THE PROBLEM:
Transcribe all the entries word for word, but omit the images.

(AVAILABLE DATA begins)

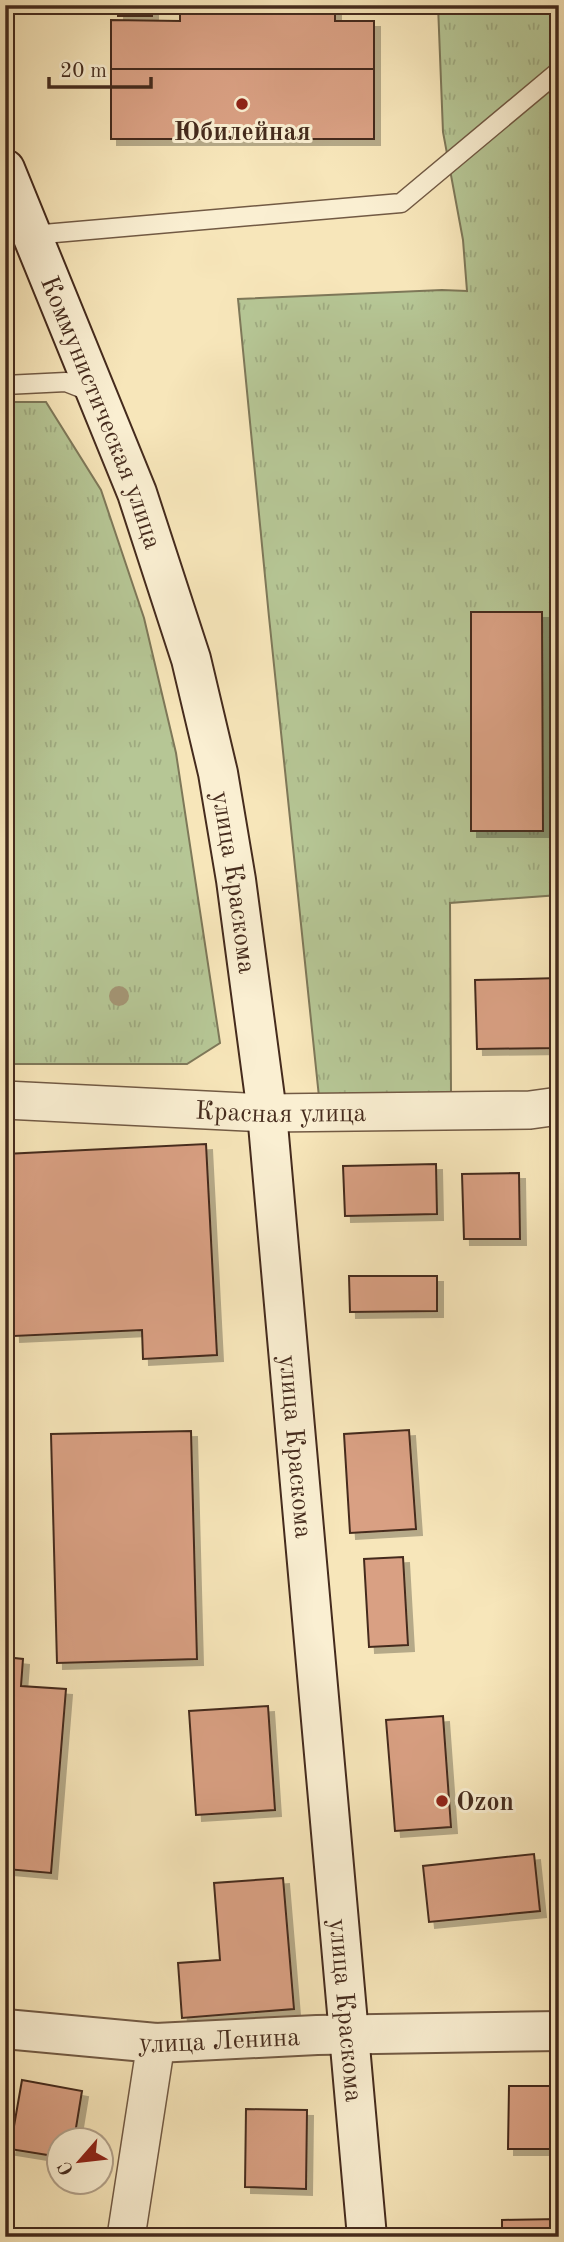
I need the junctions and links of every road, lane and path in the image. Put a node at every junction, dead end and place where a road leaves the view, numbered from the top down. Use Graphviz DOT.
graph roads {
  1 [pos="559,71"];
  2 [pos="5,169"];
  3 [pos="18,234"];
  4 [pos="5,385"];
  5 [pos="96,393"];
  6 [pos="191,659"];
  7 [pos="5,1100"];
  8 [pos="559,1106"];
  9 [pos="267,1113"];
  10 [pos="5,2029"];
  11 [pos="559,2031"];
  12 [pos="349,2035"];
  13 [pos="156,2043"];
  14 [pos="126,2237"];
  15 [pos="367,2237"];
  1 -- 3 [label="lane"];
  2 -- 3 [label="main road, Коммунистическая улица"];
  3 -- 5 [label="main road, Коммунистическая улица"];
  4 -- 5 [label="lane"];
  5 -- 6 [label="main road, Коммунистическая улица"];
  6 -- 9 [label="main road, улица Краскома"];
  7 -- 9 [label="street, Красная улица"];
  8 -- 9 [label="street, Красная улица"];
  9 -- 12 [label="main road, улица Краскома"];
  10 -- 13 [label="main road, улица Ленина"];
  11 -- 12 [label="main road, улица Ленина"];
  12 -- 13 [label="main road, улица Ленина"];
  12 -- 15 [label="main road, улица Краскома"];
  13 -- 14 [label="street"];
}
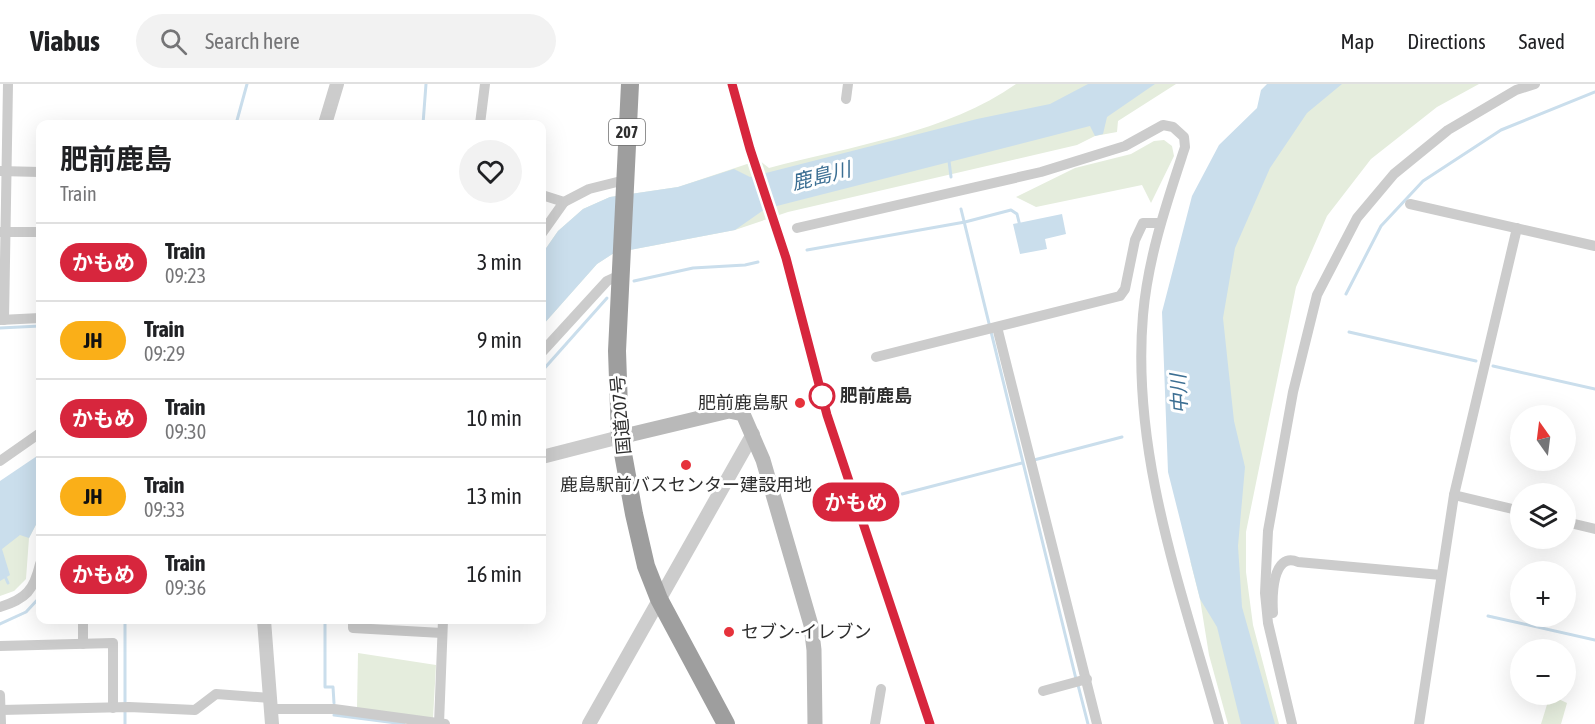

(AVAILABLE DATA ends)

RESPONSE AREA:
I need the junctions and links of every road, lane and path in the image. Put a node at every junction, dead end and place where a road leaves the view, numbered from the top down. Use Graphviz DOT.
graph roads {
  1 [pos="559,71"];
  2 [pos="5,169"];
  3 [pos="18,234"];
  4 [pos="5,385"];
  5 [pos="96,393"];
  6 [pos="191,659"];
  7 [pos="5,1100"];
  8 [pos="559,1106"];
  9 [pos="267,1113"];
  10 [pos="5,2029"];
  11 [pos="559,2031"];
  12 [pos="349,2035"];
  13 [pos="156,2043"];
  14 [pos="126,2237"];
  15 [pos="367,2237"];
  1 -- 3 [label="lane"];
  2 -- 3 [label="main road, Коммунистическая улица"];
  3 -- 5 [label="main road, Коммунистическая улица"];
  4 -- 5 [label="lane"];
  5 -- 6 [label="main road, Коммунистическая улица"];
  6 -- 9 [label="main road, улица Краскома"];
  7 -- 9 [label="street, Красная улица"];
  8 -- 9 [label="street, Красная улица"];
  9 -- 12 [label="main road, улица Краскома"];
  10 -- 13 [label="main road, улица Ленина"];
  11 -- 12 [label="main road, улица Ленина"];
  12 -- 13 [label="main road, улица Ленина"];
  12 -- 15 [label="main road, улица Краскома"];
  13 -- 14 [label="street"];
}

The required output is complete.